BEGIN EXCERPTED RECORDS
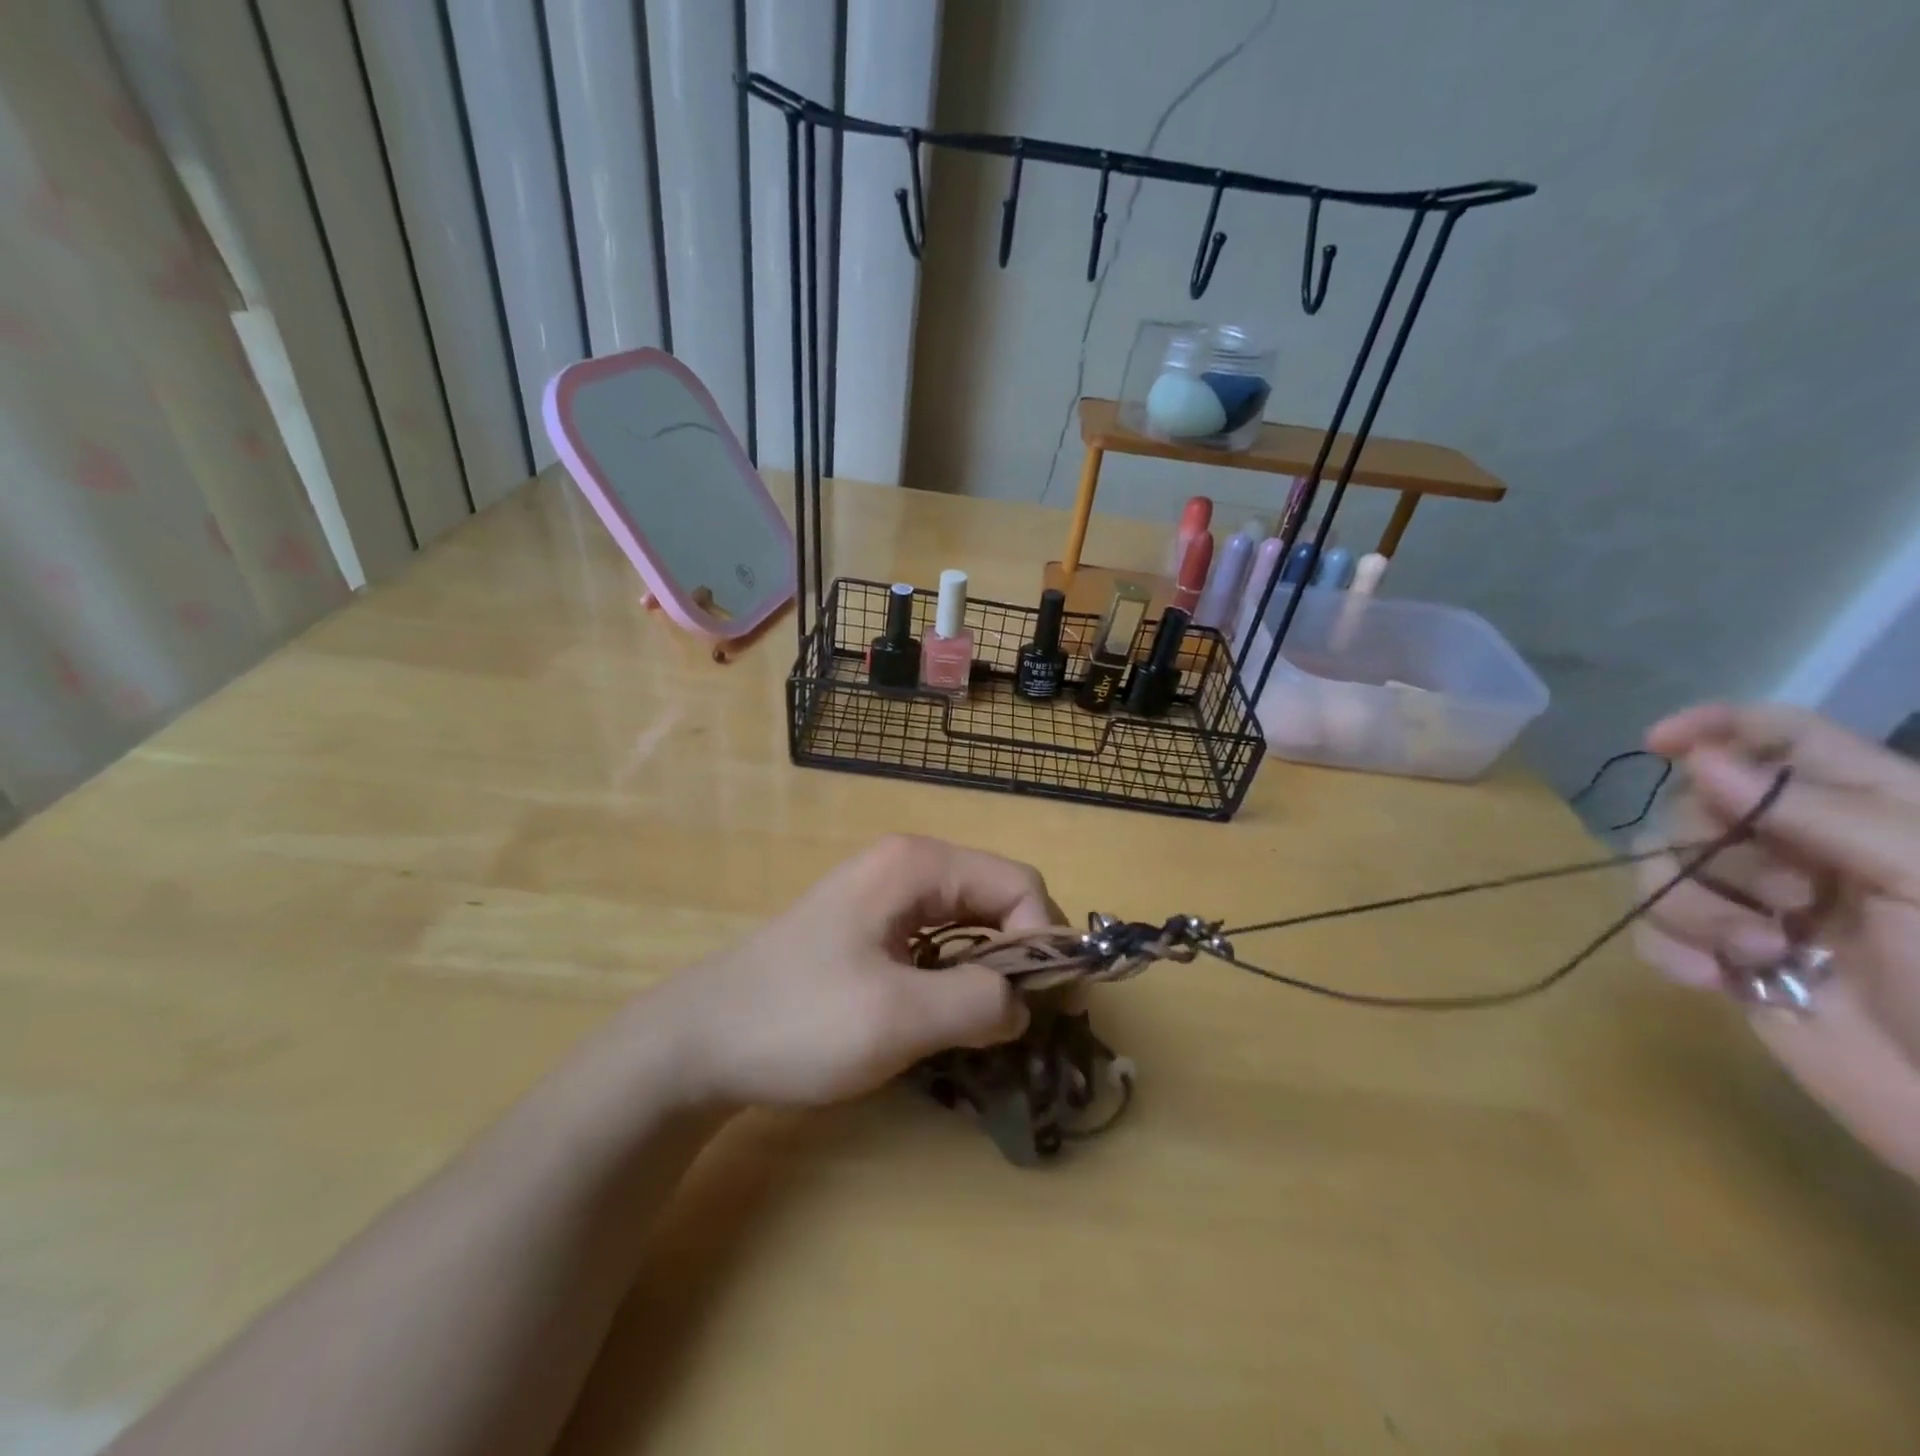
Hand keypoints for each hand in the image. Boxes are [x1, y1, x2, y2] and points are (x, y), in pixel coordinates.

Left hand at [648, 835, 1061, 1107]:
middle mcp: (908, 866)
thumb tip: (1025, 1003)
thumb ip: (979, 1002)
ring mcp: (887, 895)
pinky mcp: (874, 928)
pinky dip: (960, 976)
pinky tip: (946, 1017)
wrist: (701, 1041)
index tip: (1040, 1006)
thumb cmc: (798, 1021)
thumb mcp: (898, 1017)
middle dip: (1020, 956)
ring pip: (972, 923)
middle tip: (1020, 1024)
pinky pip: (941, 941)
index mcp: (918, 865)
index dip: (1043, 940)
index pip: (1019, 883)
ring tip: (987, 1027)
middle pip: (999, 898)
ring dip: (992, 971)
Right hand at [1634, 703, 1919, 1176]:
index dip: (1716, 726)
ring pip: (1663, 866)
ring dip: (1693, 907)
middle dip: (1715, 847)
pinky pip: (1653, 928)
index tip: (1660, 745)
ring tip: (1757, 952)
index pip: (1781, 737)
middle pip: (1698, 804)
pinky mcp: (1723, 956)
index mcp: (1870, 813)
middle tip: (1784, 895)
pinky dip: (1670, 949)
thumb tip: (1696, 759)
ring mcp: (1759, 905)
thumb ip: (1812, 810)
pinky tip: (1714, 981)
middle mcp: (1804, 849)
END EXCERPTED RECORDS
What you return should match the records line for line, minus the pictures.

YOUR SOLUTION:
Hand keypoints for each hand in the image. Boxes are [x1, y1, x2, y2] and points are (x, y), in pixel coordinates.

Left hand at [648, 835, 1061, 1107]:
middle mcp: (908, 866)
thumb tip: (1025, 1003)
thumb ip: (979, 1002)
ring mcp: (887, 895)
pinky mcp: (874, 928)
pinky dip: (960, 976)
pinky tip: (946, 1017)
wrist: (701, 1041)
index tip: (1040, 1006)
thumb cmc: (798, 1021)
thumb mcp: (898, 1017)
middle dip: (1020, 956)
ring pip: (972, 923)
middle tip: (1020, 1024)
pinky pip: (941, 941)
index mcp: (918, 865)
index dip: (1043, 940)
index pip: (1019, 883)
ring tip: (987, 1027)
middle pip: (999, 898)
ring dip: (992, 971)
Right hand at [1634, 703, 1919, 1176]:
index dip: (1716, 726)
ring pip: (1663, 866)
ring dip: (1693, 907)
middle dip: (1715, 847)
pinky pip: (1653, 928)
index tip: (1660, 745)
ring tip: (1757, 952)
index pip: (1781, 737)
middle pip: (1698, 804)
pinky mcp: (1723, 956)
index mcp: (1870, 813)
middle tip: (1784, 895)
pinky dip: (1670, 949)
thumb tip: (1696, 759)
ring mcp: (1759, 905)
thumb ip: (1812, 810)
pinky tip: (1714, 981)
middle mcp: (1804, 849)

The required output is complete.